§ **Required work**
All lines holding the string "above" should be copied from the data below.

* * *

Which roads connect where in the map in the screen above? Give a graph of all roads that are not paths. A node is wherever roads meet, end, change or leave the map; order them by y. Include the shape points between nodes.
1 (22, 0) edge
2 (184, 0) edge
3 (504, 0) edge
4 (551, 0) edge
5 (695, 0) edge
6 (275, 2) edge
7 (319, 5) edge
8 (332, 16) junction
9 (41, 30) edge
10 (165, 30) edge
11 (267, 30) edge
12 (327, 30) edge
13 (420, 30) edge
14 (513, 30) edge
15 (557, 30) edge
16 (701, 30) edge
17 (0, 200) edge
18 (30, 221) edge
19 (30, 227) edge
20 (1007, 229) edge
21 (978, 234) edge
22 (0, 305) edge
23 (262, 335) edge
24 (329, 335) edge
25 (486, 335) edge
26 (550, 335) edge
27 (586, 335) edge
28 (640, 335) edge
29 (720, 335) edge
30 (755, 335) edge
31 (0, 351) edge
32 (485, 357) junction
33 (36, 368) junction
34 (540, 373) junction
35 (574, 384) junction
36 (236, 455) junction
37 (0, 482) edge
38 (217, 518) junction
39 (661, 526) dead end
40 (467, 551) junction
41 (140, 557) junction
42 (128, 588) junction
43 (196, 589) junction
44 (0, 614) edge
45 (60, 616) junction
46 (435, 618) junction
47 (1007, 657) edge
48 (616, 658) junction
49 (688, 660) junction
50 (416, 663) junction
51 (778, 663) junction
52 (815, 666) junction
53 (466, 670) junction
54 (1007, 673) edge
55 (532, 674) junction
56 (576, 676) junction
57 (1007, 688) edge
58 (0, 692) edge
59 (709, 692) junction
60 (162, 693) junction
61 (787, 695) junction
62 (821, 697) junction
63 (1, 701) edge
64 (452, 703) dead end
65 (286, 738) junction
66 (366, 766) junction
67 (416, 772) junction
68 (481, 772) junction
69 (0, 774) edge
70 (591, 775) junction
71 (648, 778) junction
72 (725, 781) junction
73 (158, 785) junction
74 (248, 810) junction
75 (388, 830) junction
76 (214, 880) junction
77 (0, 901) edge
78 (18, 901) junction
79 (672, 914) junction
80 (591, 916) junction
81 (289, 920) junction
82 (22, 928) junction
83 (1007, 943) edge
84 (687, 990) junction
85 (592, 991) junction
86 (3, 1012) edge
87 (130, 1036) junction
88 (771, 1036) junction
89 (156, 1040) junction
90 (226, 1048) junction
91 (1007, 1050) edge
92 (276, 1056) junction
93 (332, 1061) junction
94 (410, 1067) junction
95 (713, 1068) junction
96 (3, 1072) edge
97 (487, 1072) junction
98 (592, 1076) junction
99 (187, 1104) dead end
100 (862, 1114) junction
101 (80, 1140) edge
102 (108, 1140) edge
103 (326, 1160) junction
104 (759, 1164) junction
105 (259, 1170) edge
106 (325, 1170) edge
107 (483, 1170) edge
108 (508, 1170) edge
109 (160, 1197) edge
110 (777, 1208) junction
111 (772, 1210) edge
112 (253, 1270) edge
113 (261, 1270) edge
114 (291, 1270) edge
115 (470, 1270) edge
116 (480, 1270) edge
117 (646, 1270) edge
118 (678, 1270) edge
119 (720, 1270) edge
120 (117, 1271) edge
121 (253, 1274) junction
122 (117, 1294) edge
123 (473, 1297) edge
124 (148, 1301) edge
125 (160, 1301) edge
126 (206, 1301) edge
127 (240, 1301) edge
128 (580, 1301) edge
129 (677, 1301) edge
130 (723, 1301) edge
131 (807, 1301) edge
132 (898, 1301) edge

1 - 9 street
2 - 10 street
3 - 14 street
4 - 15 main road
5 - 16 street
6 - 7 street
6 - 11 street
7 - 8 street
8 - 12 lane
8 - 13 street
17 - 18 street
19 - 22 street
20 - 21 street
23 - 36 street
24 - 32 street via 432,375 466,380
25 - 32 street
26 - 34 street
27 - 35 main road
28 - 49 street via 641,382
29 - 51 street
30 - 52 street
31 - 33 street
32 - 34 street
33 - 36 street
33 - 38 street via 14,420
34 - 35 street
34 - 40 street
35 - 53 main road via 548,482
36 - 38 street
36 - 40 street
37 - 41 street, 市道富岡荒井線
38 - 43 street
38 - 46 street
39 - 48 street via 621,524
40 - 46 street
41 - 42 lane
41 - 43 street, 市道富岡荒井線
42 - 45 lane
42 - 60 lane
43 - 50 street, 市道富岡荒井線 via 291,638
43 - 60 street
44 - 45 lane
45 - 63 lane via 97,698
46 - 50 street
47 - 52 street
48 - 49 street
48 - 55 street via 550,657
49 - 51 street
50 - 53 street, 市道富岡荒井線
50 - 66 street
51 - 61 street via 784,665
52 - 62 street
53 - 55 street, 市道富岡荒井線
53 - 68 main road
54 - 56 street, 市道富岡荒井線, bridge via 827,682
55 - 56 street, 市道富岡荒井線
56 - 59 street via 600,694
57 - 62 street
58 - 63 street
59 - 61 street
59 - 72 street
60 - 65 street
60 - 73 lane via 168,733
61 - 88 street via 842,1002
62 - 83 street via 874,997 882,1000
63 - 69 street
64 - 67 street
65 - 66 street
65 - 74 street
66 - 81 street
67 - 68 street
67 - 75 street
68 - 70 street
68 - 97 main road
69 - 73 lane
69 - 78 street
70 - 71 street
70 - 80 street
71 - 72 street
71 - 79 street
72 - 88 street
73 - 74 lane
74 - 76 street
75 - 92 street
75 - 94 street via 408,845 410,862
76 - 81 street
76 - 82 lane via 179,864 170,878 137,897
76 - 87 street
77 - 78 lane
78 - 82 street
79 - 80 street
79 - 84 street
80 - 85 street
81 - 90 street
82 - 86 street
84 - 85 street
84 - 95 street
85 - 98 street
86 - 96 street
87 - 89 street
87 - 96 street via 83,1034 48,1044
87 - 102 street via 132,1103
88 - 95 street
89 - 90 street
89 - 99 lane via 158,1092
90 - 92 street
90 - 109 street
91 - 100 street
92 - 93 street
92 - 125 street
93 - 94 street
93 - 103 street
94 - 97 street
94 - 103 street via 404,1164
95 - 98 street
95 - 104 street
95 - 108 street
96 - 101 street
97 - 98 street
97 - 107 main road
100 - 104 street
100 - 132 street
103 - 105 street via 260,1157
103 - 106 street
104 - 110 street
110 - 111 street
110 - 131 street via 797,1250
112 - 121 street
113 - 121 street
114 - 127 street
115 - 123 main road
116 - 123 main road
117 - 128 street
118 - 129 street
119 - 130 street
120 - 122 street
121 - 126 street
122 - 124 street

* * *

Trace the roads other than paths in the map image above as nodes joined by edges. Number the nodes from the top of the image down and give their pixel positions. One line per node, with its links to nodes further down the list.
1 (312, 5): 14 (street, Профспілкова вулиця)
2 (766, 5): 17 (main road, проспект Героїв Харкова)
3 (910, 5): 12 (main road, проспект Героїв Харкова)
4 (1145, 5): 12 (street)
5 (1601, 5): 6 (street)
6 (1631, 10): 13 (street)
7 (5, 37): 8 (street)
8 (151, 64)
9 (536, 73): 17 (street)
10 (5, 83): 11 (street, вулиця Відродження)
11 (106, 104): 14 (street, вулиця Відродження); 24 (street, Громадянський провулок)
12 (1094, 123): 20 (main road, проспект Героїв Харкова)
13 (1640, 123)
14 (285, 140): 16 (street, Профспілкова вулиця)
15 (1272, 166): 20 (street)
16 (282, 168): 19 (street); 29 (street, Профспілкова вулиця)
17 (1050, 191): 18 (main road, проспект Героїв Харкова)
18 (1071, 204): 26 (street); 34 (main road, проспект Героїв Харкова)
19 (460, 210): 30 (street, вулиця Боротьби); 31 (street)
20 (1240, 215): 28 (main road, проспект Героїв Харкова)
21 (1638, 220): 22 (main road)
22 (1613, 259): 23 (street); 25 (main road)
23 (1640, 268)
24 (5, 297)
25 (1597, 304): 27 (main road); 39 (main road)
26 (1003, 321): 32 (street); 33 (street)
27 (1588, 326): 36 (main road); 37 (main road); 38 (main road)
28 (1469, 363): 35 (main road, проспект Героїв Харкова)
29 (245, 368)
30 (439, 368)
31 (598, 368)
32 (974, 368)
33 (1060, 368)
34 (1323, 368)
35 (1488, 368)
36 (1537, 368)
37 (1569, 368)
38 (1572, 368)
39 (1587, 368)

* * *

§ **Output below**
Which roads connect where in the map in the screen above? Give a graph of all roads that are not paths. A node is wherever roads meet, end, change or leave the map; order them by y. Include the shape points between nodes.
Trace the roads other than paths in the map image above as nodes joined by edges. Number the nodes from the top of the image down and give their pixel positions. One line per node, with its links to nodes further down the list.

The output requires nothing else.